**Problem description:**
Copy each line of the following data that contains "PROVINCIALE".

**Dataset records:**
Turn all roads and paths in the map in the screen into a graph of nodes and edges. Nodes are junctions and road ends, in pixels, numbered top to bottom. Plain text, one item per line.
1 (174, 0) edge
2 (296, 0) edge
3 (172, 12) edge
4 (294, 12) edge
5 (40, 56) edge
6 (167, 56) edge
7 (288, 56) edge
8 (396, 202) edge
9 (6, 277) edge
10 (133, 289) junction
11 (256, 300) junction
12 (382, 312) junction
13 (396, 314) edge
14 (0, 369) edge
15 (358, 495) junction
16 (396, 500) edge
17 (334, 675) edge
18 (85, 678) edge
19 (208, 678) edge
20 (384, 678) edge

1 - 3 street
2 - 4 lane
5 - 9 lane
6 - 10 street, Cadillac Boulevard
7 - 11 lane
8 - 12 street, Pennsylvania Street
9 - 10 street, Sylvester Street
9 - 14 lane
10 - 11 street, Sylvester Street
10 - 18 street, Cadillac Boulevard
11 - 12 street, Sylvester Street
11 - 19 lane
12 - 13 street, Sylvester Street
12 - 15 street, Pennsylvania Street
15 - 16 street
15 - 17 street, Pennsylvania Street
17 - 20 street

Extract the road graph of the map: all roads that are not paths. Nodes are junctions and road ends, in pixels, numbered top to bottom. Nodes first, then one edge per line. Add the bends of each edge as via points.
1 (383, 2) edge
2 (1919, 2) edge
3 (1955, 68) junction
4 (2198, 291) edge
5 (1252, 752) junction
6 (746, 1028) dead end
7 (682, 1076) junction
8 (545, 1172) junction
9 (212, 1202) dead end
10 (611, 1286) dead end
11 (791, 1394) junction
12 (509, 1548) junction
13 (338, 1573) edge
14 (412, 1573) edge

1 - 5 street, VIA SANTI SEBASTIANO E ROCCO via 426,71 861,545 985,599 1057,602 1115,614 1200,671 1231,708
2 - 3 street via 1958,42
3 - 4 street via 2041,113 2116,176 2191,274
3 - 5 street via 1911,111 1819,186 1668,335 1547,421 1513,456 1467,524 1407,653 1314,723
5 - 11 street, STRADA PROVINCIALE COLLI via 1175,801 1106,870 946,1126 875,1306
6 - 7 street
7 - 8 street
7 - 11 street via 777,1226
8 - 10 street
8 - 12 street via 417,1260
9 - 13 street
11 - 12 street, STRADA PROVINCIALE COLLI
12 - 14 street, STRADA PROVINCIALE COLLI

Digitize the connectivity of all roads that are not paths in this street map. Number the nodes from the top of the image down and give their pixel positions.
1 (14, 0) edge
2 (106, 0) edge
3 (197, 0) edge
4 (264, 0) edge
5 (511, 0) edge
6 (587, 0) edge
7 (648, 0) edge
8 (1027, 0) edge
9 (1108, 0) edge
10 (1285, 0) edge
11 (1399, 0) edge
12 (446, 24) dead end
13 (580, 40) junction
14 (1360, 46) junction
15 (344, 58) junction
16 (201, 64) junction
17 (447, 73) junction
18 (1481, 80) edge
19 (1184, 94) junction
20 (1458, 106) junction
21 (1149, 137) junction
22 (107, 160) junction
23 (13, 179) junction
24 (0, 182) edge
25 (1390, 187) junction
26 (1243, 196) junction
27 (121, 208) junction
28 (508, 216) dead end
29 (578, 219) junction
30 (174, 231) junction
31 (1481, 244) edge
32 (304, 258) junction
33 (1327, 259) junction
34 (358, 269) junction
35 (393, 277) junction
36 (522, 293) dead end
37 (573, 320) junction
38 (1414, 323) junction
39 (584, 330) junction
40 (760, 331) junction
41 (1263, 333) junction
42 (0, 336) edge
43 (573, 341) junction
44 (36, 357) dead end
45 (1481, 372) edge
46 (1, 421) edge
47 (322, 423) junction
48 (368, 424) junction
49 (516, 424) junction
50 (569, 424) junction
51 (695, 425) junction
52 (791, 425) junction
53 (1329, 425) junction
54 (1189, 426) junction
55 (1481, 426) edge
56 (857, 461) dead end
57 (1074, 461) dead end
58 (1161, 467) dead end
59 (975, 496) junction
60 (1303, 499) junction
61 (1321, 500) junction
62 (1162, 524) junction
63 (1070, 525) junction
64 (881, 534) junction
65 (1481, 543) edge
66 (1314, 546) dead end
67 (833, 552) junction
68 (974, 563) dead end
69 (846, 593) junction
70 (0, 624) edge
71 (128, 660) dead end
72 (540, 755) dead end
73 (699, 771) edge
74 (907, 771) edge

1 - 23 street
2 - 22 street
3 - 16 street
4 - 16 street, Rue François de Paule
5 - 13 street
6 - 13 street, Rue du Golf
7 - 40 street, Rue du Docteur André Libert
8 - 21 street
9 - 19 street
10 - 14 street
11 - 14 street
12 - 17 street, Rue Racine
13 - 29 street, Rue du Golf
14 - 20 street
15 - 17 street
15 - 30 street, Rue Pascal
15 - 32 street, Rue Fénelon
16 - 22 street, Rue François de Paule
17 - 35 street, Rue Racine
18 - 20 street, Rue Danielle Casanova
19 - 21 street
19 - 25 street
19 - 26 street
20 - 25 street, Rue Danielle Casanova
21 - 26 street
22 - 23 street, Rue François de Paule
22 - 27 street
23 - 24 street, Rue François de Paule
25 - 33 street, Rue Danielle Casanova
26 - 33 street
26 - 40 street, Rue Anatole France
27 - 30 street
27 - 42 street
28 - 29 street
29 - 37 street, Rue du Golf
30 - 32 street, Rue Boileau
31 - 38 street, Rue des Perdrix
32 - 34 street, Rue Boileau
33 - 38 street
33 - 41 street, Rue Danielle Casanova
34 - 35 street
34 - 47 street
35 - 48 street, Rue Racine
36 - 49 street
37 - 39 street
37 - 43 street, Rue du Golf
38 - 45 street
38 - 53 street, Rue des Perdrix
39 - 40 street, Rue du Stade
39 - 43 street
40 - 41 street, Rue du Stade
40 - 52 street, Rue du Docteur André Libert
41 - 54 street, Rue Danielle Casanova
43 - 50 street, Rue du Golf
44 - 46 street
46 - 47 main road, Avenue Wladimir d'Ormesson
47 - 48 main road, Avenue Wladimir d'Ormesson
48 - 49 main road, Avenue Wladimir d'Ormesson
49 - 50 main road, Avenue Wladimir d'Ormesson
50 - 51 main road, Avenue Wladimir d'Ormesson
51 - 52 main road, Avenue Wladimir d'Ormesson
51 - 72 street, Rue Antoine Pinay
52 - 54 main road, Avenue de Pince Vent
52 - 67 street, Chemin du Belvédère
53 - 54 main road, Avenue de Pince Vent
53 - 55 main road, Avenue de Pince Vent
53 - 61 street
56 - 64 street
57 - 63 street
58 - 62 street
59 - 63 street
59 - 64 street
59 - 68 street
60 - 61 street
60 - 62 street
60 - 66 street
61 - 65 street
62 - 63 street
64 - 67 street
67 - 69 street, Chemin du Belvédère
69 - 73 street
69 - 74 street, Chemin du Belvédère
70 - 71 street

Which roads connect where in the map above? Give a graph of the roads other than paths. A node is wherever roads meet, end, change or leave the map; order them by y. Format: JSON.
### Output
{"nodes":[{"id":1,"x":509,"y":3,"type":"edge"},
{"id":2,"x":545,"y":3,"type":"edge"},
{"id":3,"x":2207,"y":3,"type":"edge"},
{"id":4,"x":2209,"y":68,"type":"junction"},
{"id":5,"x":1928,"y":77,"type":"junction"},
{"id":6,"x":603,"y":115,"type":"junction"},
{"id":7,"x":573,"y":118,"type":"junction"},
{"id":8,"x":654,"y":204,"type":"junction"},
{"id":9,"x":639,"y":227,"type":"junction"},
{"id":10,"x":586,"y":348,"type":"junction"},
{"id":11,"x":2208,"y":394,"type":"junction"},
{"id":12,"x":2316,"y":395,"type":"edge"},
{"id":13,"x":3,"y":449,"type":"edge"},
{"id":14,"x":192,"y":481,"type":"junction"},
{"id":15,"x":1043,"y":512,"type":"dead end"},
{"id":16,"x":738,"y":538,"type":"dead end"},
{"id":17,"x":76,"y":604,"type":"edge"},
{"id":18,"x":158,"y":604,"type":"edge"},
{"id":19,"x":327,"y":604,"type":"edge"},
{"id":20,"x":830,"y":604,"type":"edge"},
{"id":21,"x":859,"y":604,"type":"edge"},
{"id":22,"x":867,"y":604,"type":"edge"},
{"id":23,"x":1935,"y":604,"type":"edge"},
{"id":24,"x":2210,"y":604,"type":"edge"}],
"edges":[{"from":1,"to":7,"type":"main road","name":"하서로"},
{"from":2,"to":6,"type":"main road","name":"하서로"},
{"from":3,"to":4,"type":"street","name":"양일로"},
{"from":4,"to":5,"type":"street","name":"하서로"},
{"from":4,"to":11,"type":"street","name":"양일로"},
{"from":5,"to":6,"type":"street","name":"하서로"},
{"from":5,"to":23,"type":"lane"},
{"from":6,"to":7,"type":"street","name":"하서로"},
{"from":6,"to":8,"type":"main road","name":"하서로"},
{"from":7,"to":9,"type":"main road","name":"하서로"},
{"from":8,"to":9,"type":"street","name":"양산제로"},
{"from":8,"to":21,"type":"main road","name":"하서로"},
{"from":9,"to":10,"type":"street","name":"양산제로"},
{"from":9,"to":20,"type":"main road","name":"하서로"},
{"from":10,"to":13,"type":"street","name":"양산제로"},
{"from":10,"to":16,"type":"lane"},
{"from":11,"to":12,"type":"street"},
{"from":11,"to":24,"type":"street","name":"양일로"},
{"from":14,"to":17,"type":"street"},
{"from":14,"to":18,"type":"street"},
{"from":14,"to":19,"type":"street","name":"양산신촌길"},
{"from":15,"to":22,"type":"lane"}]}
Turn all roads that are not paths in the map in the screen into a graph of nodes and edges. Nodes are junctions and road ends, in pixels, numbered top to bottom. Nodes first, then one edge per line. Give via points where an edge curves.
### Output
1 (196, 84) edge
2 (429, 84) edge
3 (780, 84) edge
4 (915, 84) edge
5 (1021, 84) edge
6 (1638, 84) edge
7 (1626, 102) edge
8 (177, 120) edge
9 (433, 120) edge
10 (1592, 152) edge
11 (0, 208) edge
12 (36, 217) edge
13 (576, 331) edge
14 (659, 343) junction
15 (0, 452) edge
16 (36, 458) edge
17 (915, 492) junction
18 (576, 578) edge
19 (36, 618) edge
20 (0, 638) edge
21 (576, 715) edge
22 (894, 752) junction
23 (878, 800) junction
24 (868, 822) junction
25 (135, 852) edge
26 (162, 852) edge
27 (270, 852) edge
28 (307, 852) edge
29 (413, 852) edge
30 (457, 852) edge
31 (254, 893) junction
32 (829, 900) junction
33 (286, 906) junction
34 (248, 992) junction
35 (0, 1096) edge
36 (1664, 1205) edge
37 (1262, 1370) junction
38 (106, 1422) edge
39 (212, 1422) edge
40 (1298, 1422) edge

**Answer space:**
5 - 11 street, STRADA PROVINCIALE COLLI via 1175,801 1106,870 946,1126 875,1306
11 - 12 street, STRADA PROVINCIALE COLLI
12 - 14 street, STRADA PROVINCIALE COLLI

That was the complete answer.